The 'else' with an assert clause such as described here should be very common occurrence in code that branches by type.

It is likely that the language will get some syntax for dispatching from types and patterns, for now such trivial improvements have to wait.

03.1. Multiple-dispatch errors

The Texopic HTML generator had this kind of code:

    html_env(node, context, out)
except KeyError as ke
    out.append(html.Node("pre", [texopic.stringify([node])]))

The html_env dispatched code depending on which node type is being used. Probably needless to say, this code also catched every single key set/get error in the generator and suspended them.

The solution in this case was to add a default dispatch into texopic Scope objects and use them instead. Catching errors originating from such dispatch situations are problematic because they can very well cause surprising situations during recursion.

04. Premature everything

Some people like to watch the world burn. Then there are people who like to create a new class, new file and a new function every time they spot a task that might be separate or reusable.

Seemingly it's harmless to divide something into its own function. Especially when you saw something similar earlier on this very same page. Above the reason for additional functions was that we needed functions to illustrate hierarchy and I didn't pick up a real example because I might not find something that would exactly illustrate the point as well as an invented example.

The problem in building up a new function when you see an opportunity is that in any program there can be only that many indirections before it becomes garbled for the person reading the code. If you are eager to abstract things it means you're almost always losing the opportunity for the best abstraction you can make.

04.1. Premature generalization

Lever has 2-4 implementations of the same pretty printing algorithm. It is not an ideal situation. Usually you'd want just one implementation. There is a reason they haven't been unified yet. They are all slightly different and I haven't come up with the best design.

Only lately I've come up to understand the problem and aspects of it better to consider that I would be confident to design something that works for all the cases I have had. But I'm still postponing it until I need to pretty print things again and observe how the various printers behave.

04.2. Premature perfection

Everybody approves finished designs. Many would prefer to have a full design up-front before they get to create anything at all.

I used to erase my drawing if it doesn't turn out right. If the stroke wouldn't come out right I would press CTRL+Z and erase the stroke. Later I got some help by a stranger. He taught me to leave the flawed stroke there. He told me that's how they used to do it when drawing on the paper. By leaving the flawed stroke in you could draw more and then you would see where the right stroke should go to.

Also I vividly remember the lesson about "drawing the space around the subject" rather than the subject itself, that was fairly helpful advice too.

Achieving one failure can take a weekend, yet you can learn from it more than from two months of up-front design work. Also, they tend to say that couple of months in the laboratory can frequently save a couple of hours in the library. So there is a sort of hierarchy there.

So it's great if you can learn from your failures, even greater if you can learn from the failure of others.
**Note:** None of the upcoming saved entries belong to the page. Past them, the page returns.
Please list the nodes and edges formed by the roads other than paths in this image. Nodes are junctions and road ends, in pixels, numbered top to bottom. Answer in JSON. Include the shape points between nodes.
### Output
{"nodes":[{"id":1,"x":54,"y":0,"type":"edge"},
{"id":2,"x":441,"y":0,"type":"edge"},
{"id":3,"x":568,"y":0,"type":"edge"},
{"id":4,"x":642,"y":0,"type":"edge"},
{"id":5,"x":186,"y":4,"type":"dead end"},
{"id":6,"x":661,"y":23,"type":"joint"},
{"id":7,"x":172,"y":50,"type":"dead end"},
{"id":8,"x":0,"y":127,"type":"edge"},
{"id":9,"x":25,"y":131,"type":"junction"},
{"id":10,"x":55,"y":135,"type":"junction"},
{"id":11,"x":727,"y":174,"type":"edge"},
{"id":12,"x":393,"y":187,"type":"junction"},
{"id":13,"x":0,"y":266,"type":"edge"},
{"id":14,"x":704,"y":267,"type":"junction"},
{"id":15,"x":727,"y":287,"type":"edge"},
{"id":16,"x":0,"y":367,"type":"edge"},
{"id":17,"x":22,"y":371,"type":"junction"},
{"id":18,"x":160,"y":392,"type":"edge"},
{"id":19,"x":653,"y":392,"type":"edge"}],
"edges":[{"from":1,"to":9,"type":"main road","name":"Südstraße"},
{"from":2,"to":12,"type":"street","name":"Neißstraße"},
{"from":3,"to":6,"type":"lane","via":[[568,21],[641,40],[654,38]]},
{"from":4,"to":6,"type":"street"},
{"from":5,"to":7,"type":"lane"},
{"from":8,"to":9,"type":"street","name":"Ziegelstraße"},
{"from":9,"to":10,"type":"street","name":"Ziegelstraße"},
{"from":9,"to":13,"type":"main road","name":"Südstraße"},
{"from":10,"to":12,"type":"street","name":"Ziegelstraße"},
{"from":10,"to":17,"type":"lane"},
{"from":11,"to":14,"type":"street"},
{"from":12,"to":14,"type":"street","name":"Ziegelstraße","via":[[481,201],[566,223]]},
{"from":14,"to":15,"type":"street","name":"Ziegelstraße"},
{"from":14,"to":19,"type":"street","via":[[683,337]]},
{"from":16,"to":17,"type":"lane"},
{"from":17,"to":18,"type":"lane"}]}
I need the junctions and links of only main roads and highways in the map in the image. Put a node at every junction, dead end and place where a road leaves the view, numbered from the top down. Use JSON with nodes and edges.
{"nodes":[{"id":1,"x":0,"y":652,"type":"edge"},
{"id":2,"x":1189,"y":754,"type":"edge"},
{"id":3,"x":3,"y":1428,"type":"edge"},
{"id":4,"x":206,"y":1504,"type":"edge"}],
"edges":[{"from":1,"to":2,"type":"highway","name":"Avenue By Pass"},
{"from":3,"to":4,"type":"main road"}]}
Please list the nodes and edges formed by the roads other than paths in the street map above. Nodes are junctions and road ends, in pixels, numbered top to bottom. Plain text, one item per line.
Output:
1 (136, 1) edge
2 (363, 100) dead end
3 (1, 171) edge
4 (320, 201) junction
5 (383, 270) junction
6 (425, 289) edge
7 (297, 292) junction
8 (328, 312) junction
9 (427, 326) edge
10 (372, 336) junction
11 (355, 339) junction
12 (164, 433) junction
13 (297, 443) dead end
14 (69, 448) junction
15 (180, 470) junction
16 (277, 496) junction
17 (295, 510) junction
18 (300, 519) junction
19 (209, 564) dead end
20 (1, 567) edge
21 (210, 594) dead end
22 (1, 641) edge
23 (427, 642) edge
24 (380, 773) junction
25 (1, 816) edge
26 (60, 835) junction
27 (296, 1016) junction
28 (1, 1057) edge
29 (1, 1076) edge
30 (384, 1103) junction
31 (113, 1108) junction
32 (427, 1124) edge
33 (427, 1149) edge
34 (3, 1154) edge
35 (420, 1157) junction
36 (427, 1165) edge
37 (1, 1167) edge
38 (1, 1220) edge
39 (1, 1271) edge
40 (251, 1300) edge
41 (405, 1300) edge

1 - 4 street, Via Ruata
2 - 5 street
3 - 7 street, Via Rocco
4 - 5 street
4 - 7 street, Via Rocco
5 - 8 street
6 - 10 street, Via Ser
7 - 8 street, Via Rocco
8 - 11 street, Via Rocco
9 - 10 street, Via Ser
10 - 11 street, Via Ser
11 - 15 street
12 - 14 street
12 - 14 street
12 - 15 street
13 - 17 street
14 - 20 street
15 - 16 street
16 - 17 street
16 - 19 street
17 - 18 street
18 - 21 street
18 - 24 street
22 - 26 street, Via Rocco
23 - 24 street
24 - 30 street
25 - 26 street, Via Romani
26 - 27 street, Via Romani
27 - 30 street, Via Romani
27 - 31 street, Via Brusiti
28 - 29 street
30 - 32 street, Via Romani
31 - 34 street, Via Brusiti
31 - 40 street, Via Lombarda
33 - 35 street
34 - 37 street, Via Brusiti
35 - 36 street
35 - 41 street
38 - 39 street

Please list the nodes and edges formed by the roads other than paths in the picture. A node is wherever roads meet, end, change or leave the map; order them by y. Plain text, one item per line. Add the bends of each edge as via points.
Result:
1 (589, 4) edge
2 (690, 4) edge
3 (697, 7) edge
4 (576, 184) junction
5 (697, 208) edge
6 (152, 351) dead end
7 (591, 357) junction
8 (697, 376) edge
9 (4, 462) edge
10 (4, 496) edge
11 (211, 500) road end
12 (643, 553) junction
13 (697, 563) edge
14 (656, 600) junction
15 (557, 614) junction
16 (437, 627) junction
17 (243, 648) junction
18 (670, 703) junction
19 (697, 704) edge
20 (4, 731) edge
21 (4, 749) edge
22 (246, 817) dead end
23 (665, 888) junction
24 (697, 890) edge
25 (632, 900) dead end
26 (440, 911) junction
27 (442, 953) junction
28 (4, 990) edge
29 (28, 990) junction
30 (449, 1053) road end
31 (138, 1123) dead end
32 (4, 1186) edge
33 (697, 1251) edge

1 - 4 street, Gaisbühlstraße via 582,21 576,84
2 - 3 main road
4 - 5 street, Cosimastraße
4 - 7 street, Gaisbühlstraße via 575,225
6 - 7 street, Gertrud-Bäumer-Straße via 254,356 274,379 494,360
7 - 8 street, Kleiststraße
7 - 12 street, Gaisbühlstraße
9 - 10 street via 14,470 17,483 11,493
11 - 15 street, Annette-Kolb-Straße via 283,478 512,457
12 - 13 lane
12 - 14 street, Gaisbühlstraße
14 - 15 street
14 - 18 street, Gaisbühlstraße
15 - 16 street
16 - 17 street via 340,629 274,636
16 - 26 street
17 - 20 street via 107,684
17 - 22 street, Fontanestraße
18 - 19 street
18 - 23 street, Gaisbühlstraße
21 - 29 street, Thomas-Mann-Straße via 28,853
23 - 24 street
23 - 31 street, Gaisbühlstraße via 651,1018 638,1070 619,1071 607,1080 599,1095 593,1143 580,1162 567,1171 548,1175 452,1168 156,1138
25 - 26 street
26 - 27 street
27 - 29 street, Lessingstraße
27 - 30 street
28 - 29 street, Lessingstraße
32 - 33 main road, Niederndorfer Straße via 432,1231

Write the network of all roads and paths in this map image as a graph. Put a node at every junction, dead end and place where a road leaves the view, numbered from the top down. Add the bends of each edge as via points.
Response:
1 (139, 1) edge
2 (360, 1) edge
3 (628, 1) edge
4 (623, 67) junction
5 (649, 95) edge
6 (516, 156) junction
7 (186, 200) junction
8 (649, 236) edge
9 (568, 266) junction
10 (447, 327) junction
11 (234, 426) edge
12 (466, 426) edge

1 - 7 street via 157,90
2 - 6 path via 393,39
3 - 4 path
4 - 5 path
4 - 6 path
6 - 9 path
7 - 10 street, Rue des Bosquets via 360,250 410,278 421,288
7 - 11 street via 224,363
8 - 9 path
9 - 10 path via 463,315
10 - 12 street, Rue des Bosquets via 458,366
It's weird that I had to be taught that thing during drawing, because by then I was already using dynamically typed languages all the time. These tools are designed for getting the first stroke on the paper as quickly as it is possible. The obvious end result is that at the first time you get something quickly that fails to attain all or some of your objectives. Then you figure out what went wrong and refine the solution until the problem gets solved.

Mastering this aspect in your workflow makes the dynamic programming languages a powerful tool in your repertuare.